> _Work instruction_: Look through the records below and say how many lines include "roads". Give only that number.

Items from a dataset:
[Start of section]
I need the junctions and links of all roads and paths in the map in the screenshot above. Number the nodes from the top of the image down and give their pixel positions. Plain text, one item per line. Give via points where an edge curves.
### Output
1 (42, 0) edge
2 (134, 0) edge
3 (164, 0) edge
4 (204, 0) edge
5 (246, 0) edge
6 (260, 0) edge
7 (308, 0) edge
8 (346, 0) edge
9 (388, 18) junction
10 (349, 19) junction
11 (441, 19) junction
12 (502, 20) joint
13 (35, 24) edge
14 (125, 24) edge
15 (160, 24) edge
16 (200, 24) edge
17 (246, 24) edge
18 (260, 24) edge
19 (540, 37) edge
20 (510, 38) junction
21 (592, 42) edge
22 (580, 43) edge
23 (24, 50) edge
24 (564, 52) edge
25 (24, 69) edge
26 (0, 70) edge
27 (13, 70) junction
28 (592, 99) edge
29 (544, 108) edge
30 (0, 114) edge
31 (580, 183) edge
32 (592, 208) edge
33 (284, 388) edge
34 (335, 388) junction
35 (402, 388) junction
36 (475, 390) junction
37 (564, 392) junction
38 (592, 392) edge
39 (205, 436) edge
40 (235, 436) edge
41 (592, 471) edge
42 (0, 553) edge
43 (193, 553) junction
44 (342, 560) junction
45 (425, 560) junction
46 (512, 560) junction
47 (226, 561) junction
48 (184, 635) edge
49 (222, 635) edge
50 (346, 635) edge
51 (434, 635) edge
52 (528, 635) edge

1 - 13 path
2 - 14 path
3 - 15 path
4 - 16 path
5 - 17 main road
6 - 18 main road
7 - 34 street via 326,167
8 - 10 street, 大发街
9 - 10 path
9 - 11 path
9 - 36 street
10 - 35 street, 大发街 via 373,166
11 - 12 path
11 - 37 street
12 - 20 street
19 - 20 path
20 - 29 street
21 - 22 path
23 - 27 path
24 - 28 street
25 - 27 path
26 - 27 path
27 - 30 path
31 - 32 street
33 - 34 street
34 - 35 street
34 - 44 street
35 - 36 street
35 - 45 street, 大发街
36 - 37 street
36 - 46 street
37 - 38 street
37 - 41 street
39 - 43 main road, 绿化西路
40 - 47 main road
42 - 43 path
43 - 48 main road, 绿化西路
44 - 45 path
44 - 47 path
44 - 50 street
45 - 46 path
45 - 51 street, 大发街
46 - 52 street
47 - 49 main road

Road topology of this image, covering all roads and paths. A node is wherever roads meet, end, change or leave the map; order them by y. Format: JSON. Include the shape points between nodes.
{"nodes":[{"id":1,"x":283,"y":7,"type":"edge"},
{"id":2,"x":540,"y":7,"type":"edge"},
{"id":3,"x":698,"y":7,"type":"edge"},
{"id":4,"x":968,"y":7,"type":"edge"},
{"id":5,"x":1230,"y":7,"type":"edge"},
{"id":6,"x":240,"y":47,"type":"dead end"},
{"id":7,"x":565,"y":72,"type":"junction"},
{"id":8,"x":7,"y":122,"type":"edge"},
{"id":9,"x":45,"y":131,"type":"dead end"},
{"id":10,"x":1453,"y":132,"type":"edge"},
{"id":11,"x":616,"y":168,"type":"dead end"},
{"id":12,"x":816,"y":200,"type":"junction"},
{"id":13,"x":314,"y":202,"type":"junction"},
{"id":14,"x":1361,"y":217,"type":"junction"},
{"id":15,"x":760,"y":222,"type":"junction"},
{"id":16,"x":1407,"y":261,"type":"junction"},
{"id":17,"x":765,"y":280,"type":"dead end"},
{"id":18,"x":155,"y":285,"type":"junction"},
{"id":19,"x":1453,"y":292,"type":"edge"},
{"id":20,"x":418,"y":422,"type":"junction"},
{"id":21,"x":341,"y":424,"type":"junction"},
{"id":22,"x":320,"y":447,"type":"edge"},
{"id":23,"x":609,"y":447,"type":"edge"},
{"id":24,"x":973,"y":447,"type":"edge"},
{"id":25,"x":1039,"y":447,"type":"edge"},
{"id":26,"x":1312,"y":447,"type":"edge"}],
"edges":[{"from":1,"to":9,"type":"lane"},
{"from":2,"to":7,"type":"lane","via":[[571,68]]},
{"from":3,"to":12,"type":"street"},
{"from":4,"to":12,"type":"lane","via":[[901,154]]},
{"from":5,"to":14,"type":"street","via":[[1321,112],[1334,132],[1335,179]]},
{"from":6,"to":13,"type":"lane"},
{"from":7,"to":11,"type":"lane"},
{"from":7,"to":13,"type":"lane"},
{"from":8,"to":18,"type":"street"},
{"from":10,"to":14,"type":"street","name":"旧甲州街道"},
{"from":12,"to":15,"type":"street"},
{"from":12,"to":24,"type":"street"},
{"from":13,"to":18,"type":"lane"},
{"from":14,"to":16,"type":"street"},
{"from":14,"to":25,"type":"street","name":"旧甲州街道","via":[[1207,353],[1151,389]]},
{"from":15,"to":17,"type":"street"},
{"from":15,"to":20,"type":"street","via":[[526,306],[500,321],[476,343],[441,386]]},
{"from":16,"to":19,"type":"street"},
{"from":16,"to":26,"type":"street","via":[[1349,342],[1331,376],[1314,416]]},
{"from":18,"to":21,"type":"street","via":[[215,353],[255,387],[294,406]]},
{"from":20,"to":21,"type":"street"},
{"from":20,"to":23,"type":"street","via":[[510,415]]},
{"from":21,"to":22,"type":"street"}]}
[End of section]
> _Answer for this exercise_: 2